_Instructions for the task_. Each and every line of the data must appear exactly as given.

== Task material

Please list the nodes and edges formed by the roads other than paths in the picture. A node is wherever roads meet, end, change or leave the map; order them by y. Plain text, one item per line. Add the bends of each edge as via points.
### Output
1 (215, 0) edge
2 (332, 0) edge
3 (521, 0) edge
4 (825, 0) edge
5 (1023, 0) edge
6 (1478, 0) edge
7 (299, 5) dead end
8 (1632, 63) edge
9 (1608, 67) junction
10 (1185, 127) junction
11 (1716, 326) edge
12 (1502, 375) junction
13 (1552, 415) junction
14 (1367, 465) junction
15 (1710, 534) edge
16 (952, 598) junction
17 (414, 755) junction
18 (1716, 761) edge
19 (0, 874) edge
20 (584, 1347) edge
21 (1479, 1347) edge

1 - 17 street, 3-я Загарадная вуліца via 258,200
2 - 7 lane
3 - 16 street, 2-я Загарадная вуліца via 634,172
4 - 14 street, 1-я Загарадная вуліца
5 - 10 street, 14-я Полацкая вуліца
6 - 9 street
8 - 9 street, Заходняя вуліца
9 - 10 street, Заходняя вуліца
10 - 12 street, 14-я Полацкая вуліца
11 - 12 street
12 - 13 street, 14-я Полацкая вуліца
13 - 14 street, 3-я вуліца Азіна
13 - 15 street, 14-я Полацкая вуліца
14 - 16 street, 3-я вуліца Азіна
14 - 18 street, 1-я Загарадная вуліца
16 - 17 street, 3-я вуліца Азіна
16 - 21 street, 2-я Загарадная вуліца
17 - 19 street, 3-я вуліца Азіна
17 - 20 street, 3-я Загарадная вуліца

====

_Exercise response_.
Please list the nodes and edges formed by the roads other than paths in the picture. A node is wherever roads meet, end, change or leave the map; order them by y. Plain text, one item per line. Add the bends of each edge as via points.
### Output
1 (215, 0) edge
2 (332, 0) edge
3 (521, 0) edge
4 (825, 0) edge
5 (1023, 0) edge
6 (1478, 0) edge
7 (299, 5) dead end
8 (1632, 63) edge
9 (1608, 67) junction
10 (1185, 127) junction
11 (1716, 326) edge
12 (1502, 375) junction
13 (1552, 415) junction
14 (1367, 465) junction
15 (1710, 534) edge
16 (952, 598) junction
17 (414, 755) junction
18 (1716, 761) edge
19 (0, 874) edge
20 (584, 1347) edge
21 (1479, 1347) edge

1 - 17 street, 3-я Загарадная вуліца via 258,200
2 - 7 lane
3 - 16 street, 2-я Загарадная вуліца via 634,172
4 - 14 street, 1-я Загарадная вуліца
5 - 10 street, 14-я Полацкая вуліца
6 - 9 street
8 - 9 street, Заходняя вуліца
9 - 10 street, Заходняя вуліца
10 - 12 street, 14-я Полацкая вуліца
11 - 12 street
12 - 13 street, 14-я Полацкая вуліца
13 - 14 street, 3-я вуліца Азіна
13 - 15 street, 14-я Полацкая вуліца
14 - 16 street, 3-я вуліца Азіна
14 - 18 street, 1-я Загарадная вуліца
16 - 17 street, 3-я вуліца Азіна
16 - 21 street, 2-я Загарадная вуліца
17 - 19 street, 3-я вуліца Азіна
17 - 20 street, 3-я Загарадная вуліца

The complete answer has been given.